Start of Records to use
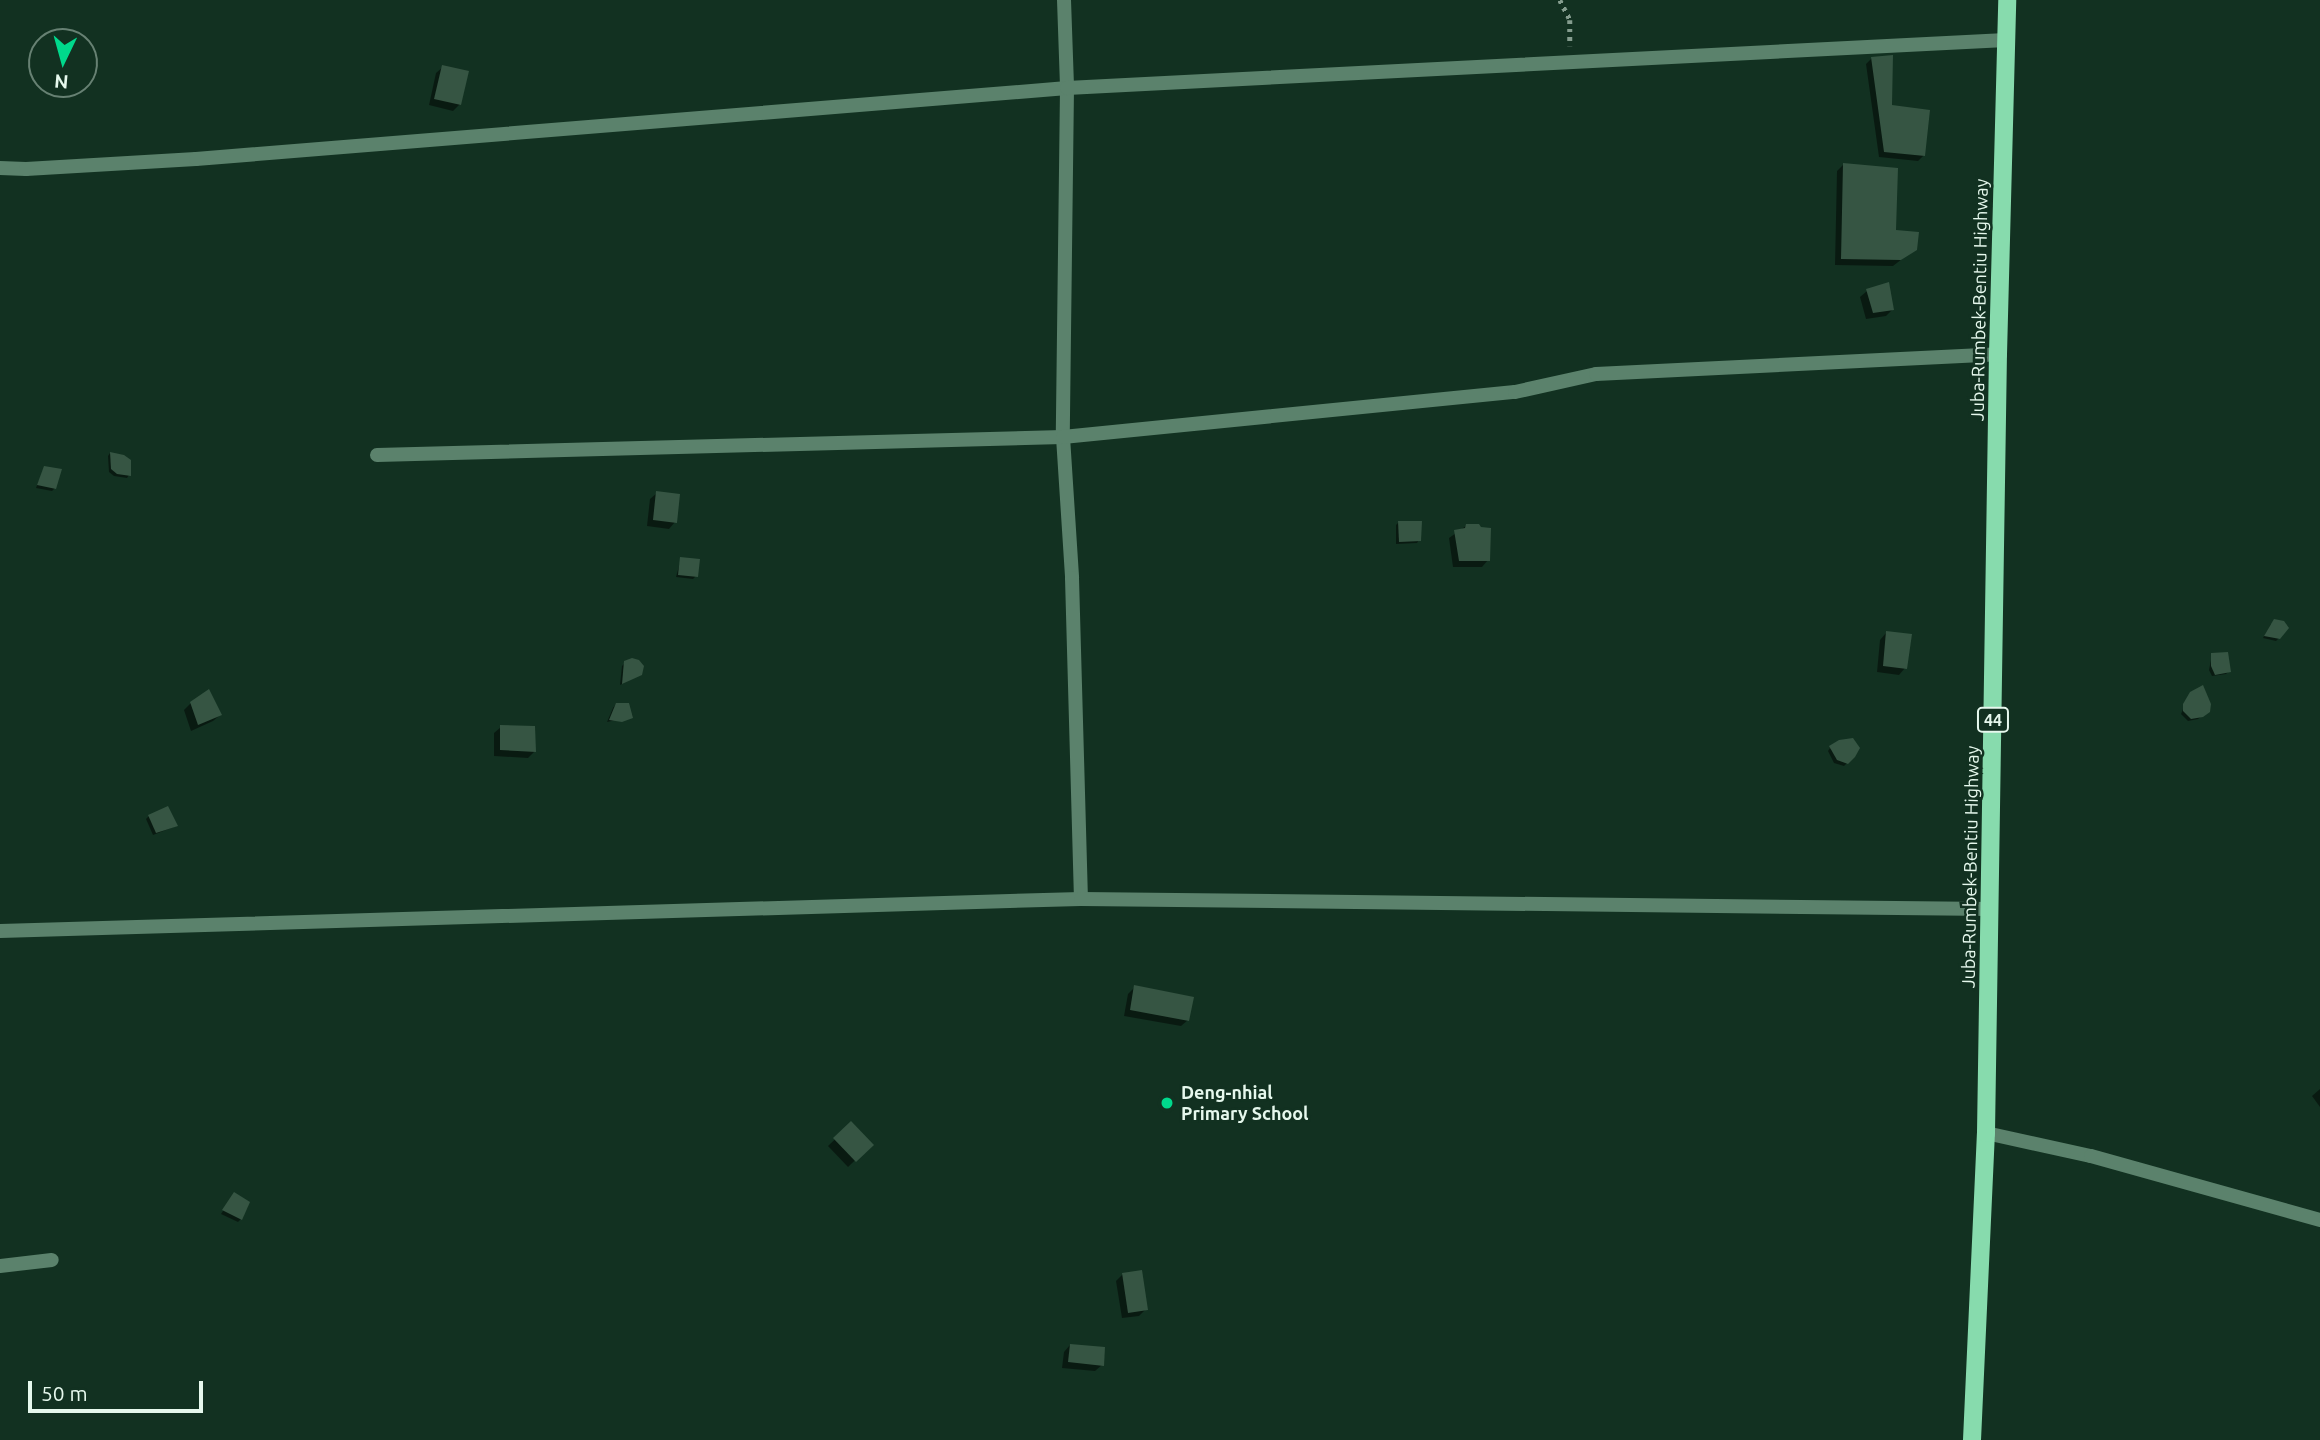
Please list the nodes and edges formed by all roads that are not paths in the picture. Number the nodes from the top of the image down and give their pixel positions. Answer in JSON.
{"nodes":[{"id":1,"x":1064,"y":0,"type":"edge"},
{"id":2,"x":2007,"y":0,"type":"edge"},
{"id":3,"x":2006,"y":40,"type":"junction"},
{"id":4,"x":1067,"y":88,"type":"junction"},
{"id":5,"x":0,"y":168,"type":"edge"},
{"id":6,"x":1998,"y":354,"type":"junction"},
{"id":7,"x":1063,"y":436,"type":"junction"},
{"id":8,"x":377,"y":455,"type":"dead end"},
{"id":9,"x":1081,"y":899,"type":"junction"},
{"id":10,"x":1991,"y":909,"type":"junction"},
{"id":11,"x":0,"y":930,"type":"edge"},
{"id":12,"x":1986,"y":1133,"type":"junction"},
{"id":13,"x":2320,"y":1220,"type":"edge"},
{"id":14,"x":52,"y":1260,"type":"dead end"},
{"id":15,"x":0,"y":1266,"type":"edge"},
{"id":16,"x":1972,"y":1440,"type":"edge"}],
"edges":[{"from":1,"to":4,"type":"street"},
{"from":2,"to":3,"type":"main road","name":"Juba-Rumbek-Bentiu Highway","number":"44"},
{"from":3,"to":4,"type":"street"},
{"from":3,"to":6,"type":"main road","name":"Juba-Rumbek-Bentiu Highway","number":"44"},
{"from":4,"to":5,"type":"street"},
{"from":4,"to":7,"type":"street"},
{"from":6,"to":7,"type":"street"},
{"from":6,"to":10,"type":"main road","name":"Juba-Rumbek-Bentiu Highway","number":"44"},
{"from":7,"to":8,"type":"street"},
{"from":7,"to":9,"type":"street"},
{"from":9,"to":10,"type":"street"},
{"from":9,"to":11,"type":"street"},
{"from":10,"to":12,"type":"main road","name":"Juba-Rumbek-Bentiu Highway","number":"44"},
{"from":12,"to":13,"type":"street"},
{"from":12,"to":16,"type":"main road","name":"Juba-Rumbek-Bentiu Highway","number":"44"},
{"from":14,"to":15,"type":"street"}]}
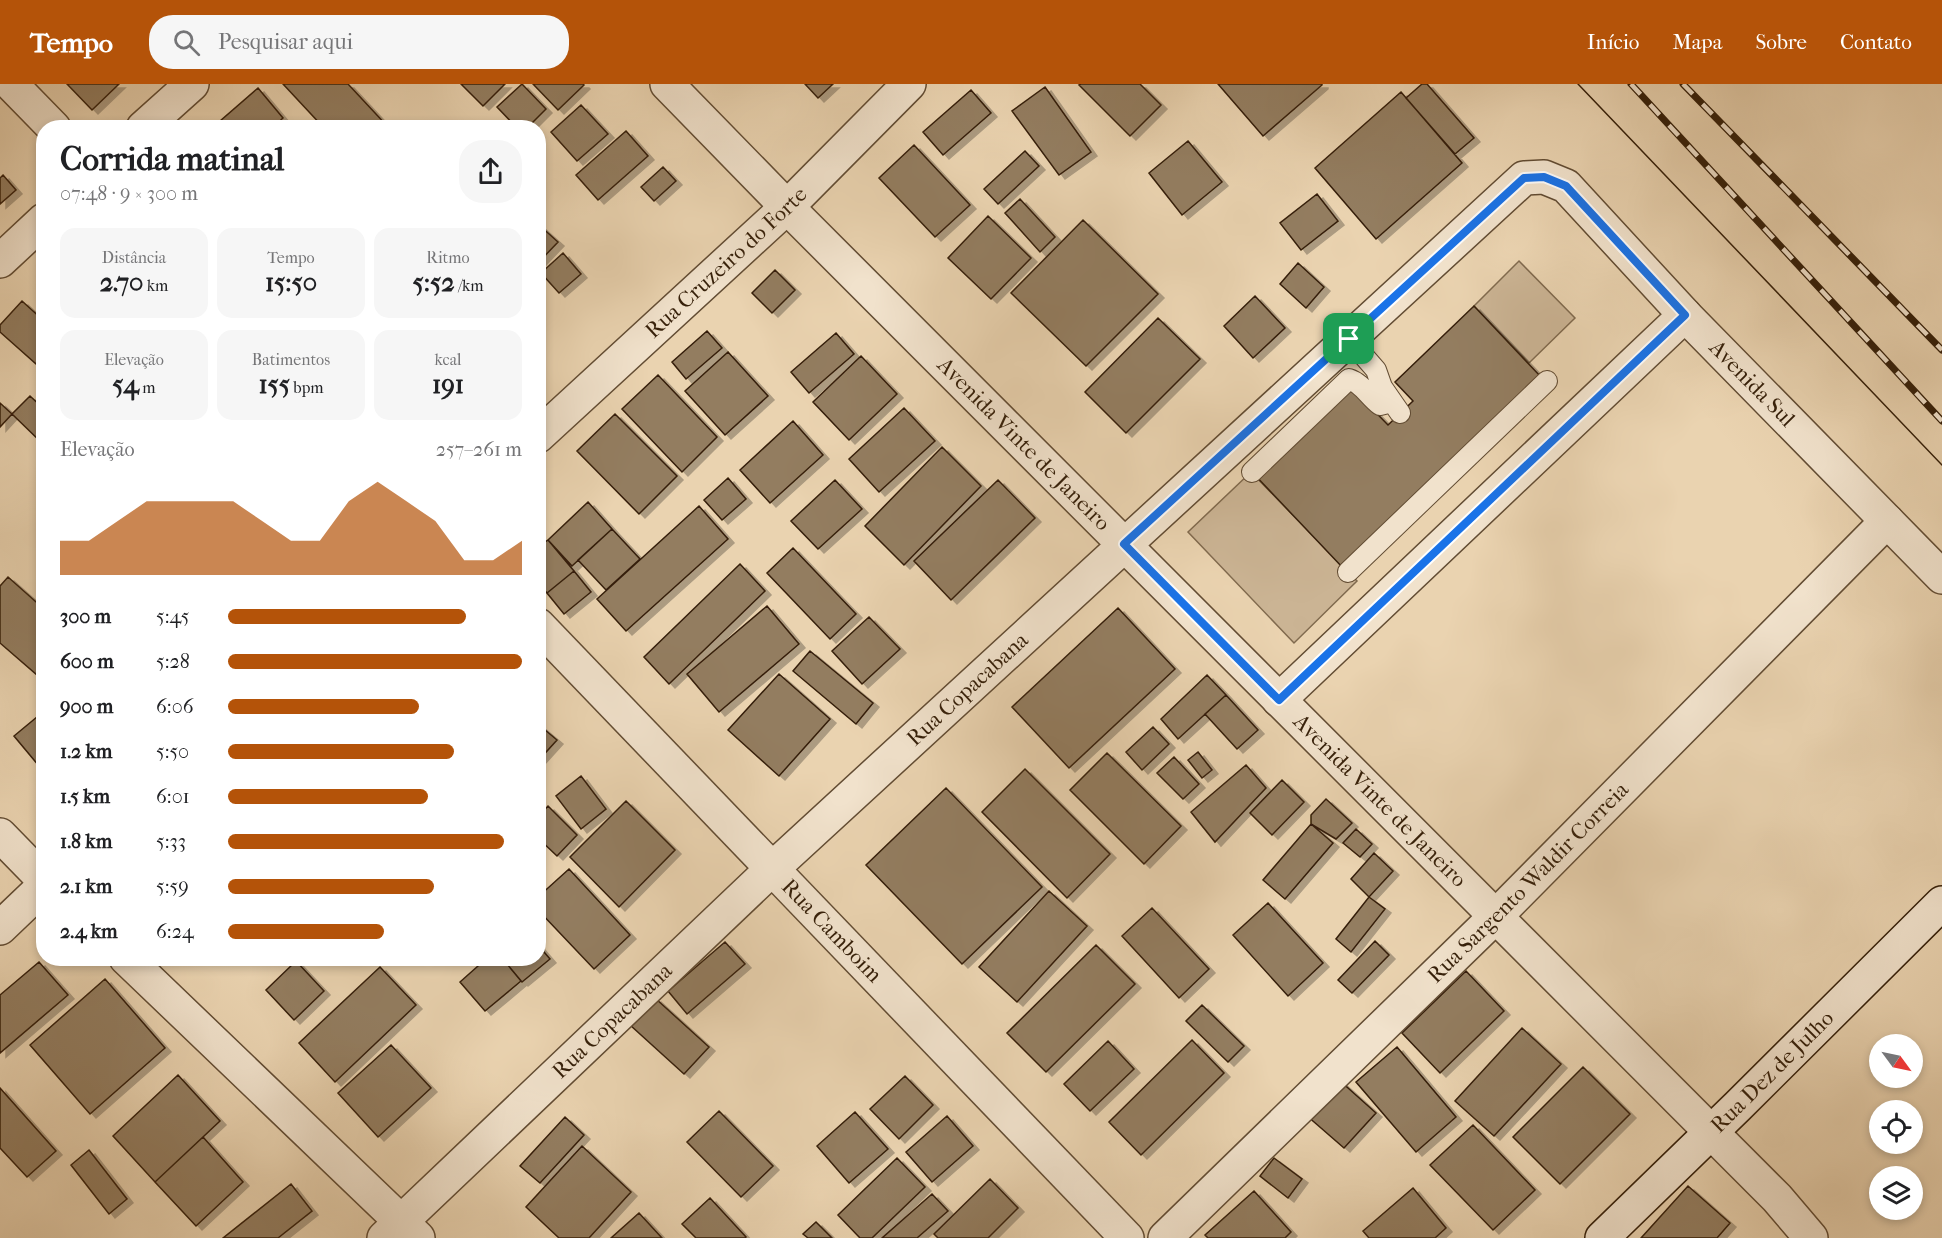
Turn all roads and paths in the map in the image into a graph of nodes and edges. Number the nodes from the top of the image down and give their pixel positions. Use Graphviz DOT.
End of Records to use
__Work instructions__
Each record above should be copied character for character, with pictures dropped.

__Task response__
Please list the nodes and edges formed by all roads that are not paths in the picture. Number the nodes from the top of the image down and give their pixel positions. Answer in JSON.
{"nodes":[{"id":1,"x":1064,"y":0,"type":"edge"},
{"id":2,"x":2007,"y":0,"type":"edge"},
{"id":3,"x":2006,"y":40,"type":"junction"},
{"id":4,"x":1067,"y":88,"type":"junction"},
{"id":5,"x":0,"y":168,"type":"edge"},
{"id":6,"x":1998,"y":354,"type":"junction"},
{"id":7,"x":1063,"y":436,"type":"junction"},
{"id":8,"x":377,"y":455,"type":"dead end"},
{"id":9,"x":1081,"y":899,"type":"junction"},
{"id":10,"x":1991,"y":909,"type":"junction"},
{"id":11,"x":0,"y":930,"type":"edge"},
{"id":12,"x":1986,"y":1133,"type":"junction"},
{"id":13,"x":2320,"y":1220,"type":"edge"},
{"id":14,"x":52,"y":1260,"type":"dead end"},
{"id":15,"x":0,"y":1266,"type":"edge"},
{"id":16,"x":1972,"y":1440,"type":"edge"}],
"edges":[{"from":1,"to":4,"type":"street"},
{"from":2,"to":3,"type":"main road","name":"Juba-Rumbek-Bentiu Highway","number":"44"},
{"from":3,"to":4,"type":"street"},
{"from":3,"to":6,"type":"main road","name":"Juba-Rumbek-Bentiu Highway","number":"44"},
{"from":4,"to":5,"type":"street"},
{"from":4,"to":7,"type":"street"},
{"from":6,"to":7,"type":"street"},
{"from":6,"to":10,"type":"main road","name":"Juba-Rumbek-Bentiu Highway","number":"44"},
{"from":7,"to":8,"type":"street"},
{"from":7,"to":9,"type":"street"},
{"from":9,"to":10,"type":"street"},
{"from":9,"to":11,"type":"street"},
{"from":10,"to":12,"type":"main road","name":"Juba-Rumbek-Bentiu Highway","number":"44"},
{"from":12,"to":13,"type":"street"},
{"from":12,"to":16,"type":"main road","name":"Juba-Rumbek-Bentiu Highway","number":"44"},
{"from":14,"to":15,"type":"street"}]}
Turn all roads and paths in the map in the image into a graph of nodes and edges. Number the nodes from the top of the image down and give their pixel positions. Use Graphviz DOT.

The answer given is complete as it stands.